Just when we stop talking about sharks, a group of locals catch another predator in the area. Taylor Douglas and his friends caught an alligator measuring 12 feet 9 inches and weighing 524 pounds in Mobile County. The group hunted for three nights after receiving one of 50 harvest permits granted to alligator hunters in Alabama’s Coastal Management area.
While the near 13 foot alligator is large it is still short of the State record. The largest alligator ever found in Alabama was 15 feet 9 inches long and weighed 1,011.5 pounds! According to the Wildlife Learning Museum, the largest alligator legally hunted in Alabama. Hunter Mandy Stokes and her crew including her husband, brother-in-law, and his two teenage kids were all a part of the epic hunt.

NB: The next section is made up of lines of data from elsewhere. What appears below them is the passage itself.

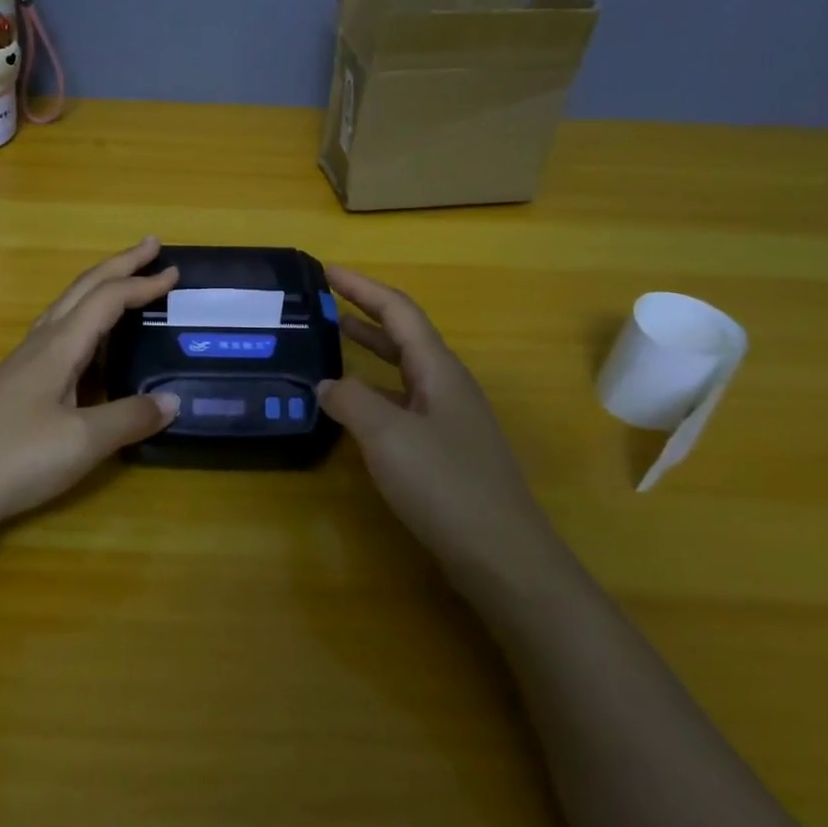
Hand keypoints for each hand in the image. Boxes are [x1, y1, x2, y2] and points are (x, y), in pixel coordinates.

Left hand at [0, 237, 181, 528]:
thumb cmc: (12, 457)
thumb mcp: (81, 441)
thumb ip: (129, 417)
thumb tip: (173, 401)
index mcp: (59, 346)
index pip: (107, 299)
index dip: (143, 283)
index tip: (176, 273)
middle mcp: (41, 344)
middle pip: (83, 289)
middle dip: (119, 265)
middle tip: (151, 247)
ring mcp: (24, 365)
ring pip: (67, 310)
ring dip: (101, 291)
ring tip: (127, 288)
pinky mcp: (15, 387)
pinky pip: (59, 338)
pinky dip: (87, 326)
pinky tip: (91, 351)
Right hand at [318, 265, 557, 590]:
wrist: (503, 556)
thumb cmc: (446, 485)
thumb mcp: (387, 436)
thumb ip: (351, 401)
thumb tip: (327, 385)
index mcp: (439, 370)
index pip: (398, 310)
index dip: (361, 287)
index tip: (326, 270)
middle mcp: (447, 385)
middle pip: (403, 334)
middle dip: (364, 312)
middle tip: (324, 301)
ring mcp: (449, 418)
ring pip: (403, 370)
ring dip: (370, 350)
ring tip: (332, 341)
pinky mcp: (446, 450)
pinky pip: (403, 403)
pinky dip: (374, 392)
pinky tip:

The giant alligator was found in the Alabama River, northwest of Montgomery. The crew wrestled the alligator for five hours before subduing it and bringing it in. They hauled it to a local state park where they got it officially measured and weighed. The alligator was so big that it broke the winch that was built to hoist the alligator up.
Alabama is home to 70,000 alligators, which live in its lakes, rivers, and swamps, mostly confined to the state’s southern half although their range seems to be advancing slowly yet surely northwards.
Alligator season for Baldwin and Mobile counties will end on August 20th.